Er verlässt seine vormalige Paradestrecke mit null Punkten. Doch das ist beinahe nebensächlich. Dieses Wochenende scheint den endgültigen Bruch in der schon langen kriselnden Beziehung zwischen Marquez und Honda darzustellen. Das war in seinen Reaktionen zu sehen: In jener nach einem Save im Training, als er seiner Maschine unmissverständlich den Mittelfinger zeigte. In jenen nach seinen letzten beiden Stürzen, als der für ihn so typische Ehrgeiz nur noch Gleichgültigkeit und Verachtung für sein Motorrad gewichen war. Und auch in seinen Statements gegenüber den Medien, in der Marquez trotz aller Bemühungen nicht verbergen konnte, wie enttäuscht er darüber ist, dass ihn Honda auf technischer Ebene dermaßen im Stich lässt. Der Hersteller, an der er sich zu besseren Zeiten für die ungewöhnlich lange Dauer von vier Jahren gebunden hatte.

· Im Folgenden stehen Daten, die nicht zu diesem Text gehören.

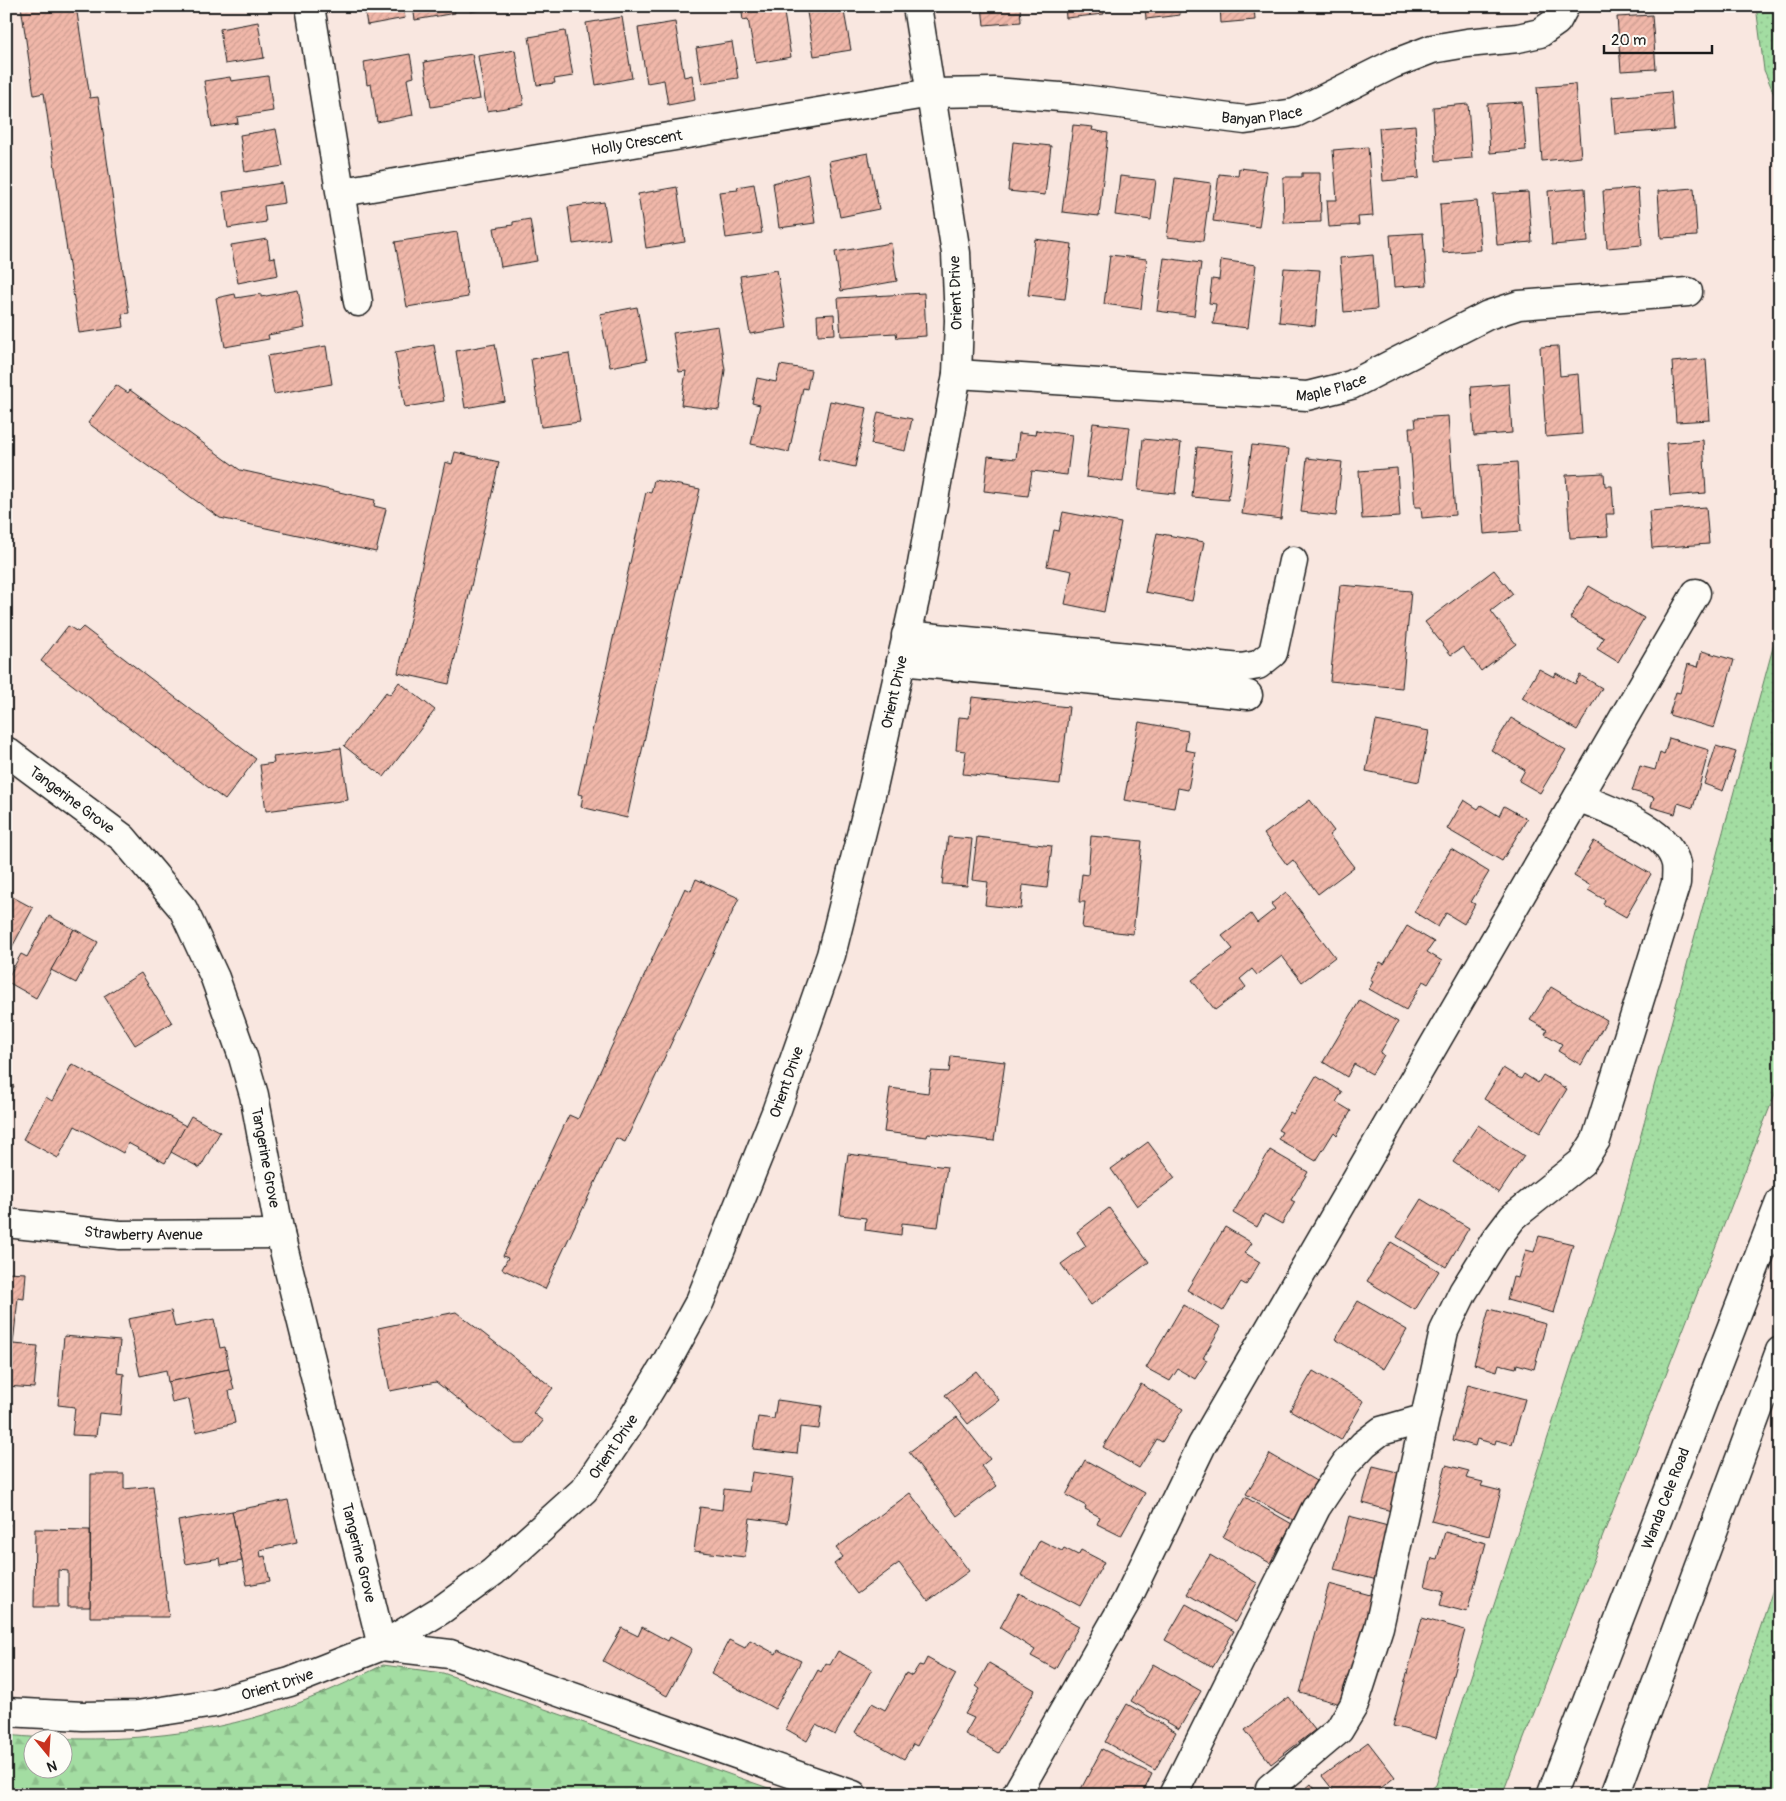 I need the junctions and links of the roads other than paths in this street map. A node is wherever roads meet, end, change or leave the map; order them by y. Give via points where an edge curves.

Der damals unterschriebene Kontrakt läuft bis Ende 2024. In der Gerüchteküche des MotoGP-Fahrerlagers gibt es mittlerweile die wildesten Spekulationen. Könnte Marquez' Vertrag vorzeitig aufgelöst werden und er schon im kommenden Jahr auf einem Fabrikat sitzen, welches seinem fahrerischen Können auch gerecht wird? Das weiß aktuell niemand. Eine Zusammenarbeit mit Honda über 2024 hinaus scheint nach dem Untergang am Sachsenring aber endgültig ausgeschlossen.